Repeat exactly, and only, the lines from the one holding "wrist: (691, 750)" through the last line of the records below.

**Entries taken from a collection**
+===+

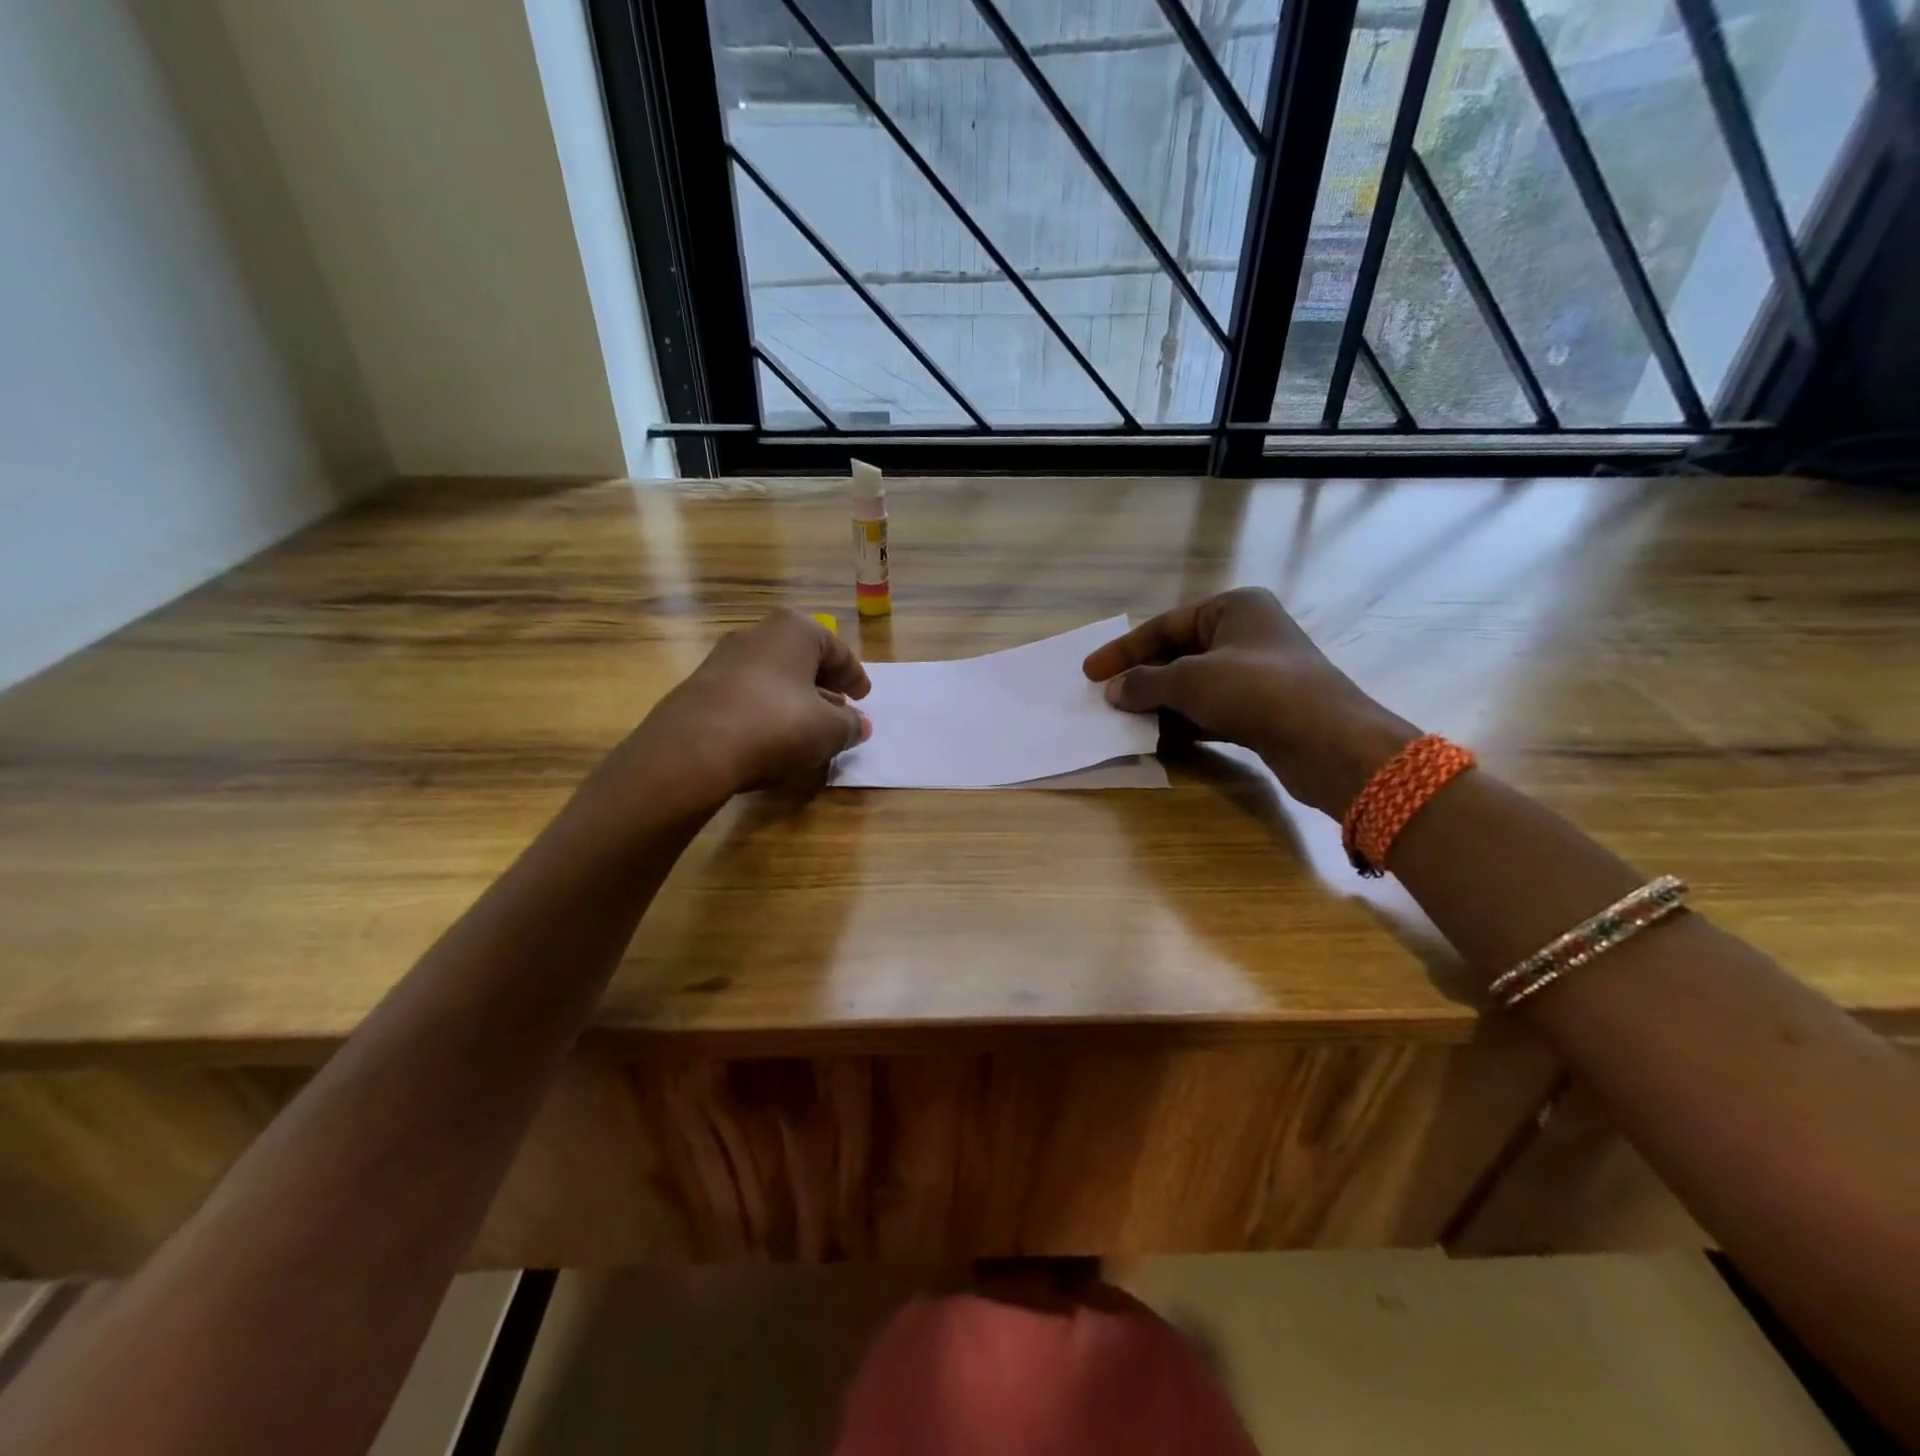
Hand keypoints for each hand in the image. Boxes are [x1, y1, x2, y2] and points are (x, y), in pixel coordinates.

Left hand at [622, 608, 872, 808]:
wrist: (691, 750)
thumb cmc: (776, 726)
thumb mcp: (829, 730)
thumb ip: (850, 725)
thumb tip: (858, 724)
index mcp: (794, 630)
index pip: (836, 649)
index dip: (854, 675)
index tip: (864, 698)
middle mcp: (756, 634)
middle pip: (801, 658)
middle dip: (823, 684)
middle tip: (839, 710)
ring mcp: (722, 659)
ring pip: (772, 676)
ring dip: (793, 698)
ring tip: (807, 727)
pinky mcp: (699, 688)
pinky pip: (746, 694)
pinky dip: (765, 709)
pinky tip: (771, 737)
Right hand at [1083, 588, 1416, 816]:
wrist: (1328, 742)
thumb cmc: (1256, 691)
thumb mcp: (1191, 680)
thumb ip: (1145, 682)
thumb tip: (1113, 691)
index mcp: (1234, 608)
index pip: (1165, 626)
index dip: (1124, 650)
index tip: (1091, 673)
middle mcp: (1246, 634)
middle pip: (1178, 653)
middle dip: (1142, 677)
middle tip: (1105, 697)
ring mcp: (1256, 674)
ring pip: (1193, 684)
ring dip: (1159, 702)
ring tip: (1123, 719)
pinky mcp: (1262, 709)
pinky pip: (1210, 709)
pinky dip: (1183, 720)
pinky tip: (1157, 736)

+===+

**Output for this task**
wrist: (691, 750)
thumb cmc: (776, 726)
thumb mcp: (829, 730)
thumb ip: (850, 725)
thumb tip: (858, 724)
index mcp: (794, 630)
index pip: (836, 649)
index dip: (854, 675)
index tip: (864, 698)
middle mcp: (756, 634)
middle pip: (801, 658)
middle dip: (823, 684)
middle tip: (839, 710)
ring mcp: (722, 659)
ring pip: (772, 676)
ring dip: (793, 698)
ring tip: (807, 727)
pinky mcp: (699, 688)
pinky pip: (746, 694)
pinky dip: (765, 709)
pinky tip: (771, 737)
Right hand at [1083, 588, 1416, 816]:
wrist: (1328, 742)
thumb cmc: (1256, 691)
thumb mcp: (1191, 680)
thumb ip: (1145, 682)
thumb tip: (1113, 691)
index mcp: (1234, 608)
index pip: (1165, 626)
index dip: (1124, 650)
index tip: (1091, 673)
middle mcp: (1246, 634)
middle pip: (1178, 653)
middle dip: (1142, 677)
middle tip: (1105, 697)
ring mcp: (1256, 674)
ring pip: (1193, 684)
ring dip: (1159, 702)
ring tip: (1123, 719)
pinky mcp: (1262, 709)
pinky pip: (1210, 709)
pinky dip: (1183, 720)
pinky tip: (1157, 736)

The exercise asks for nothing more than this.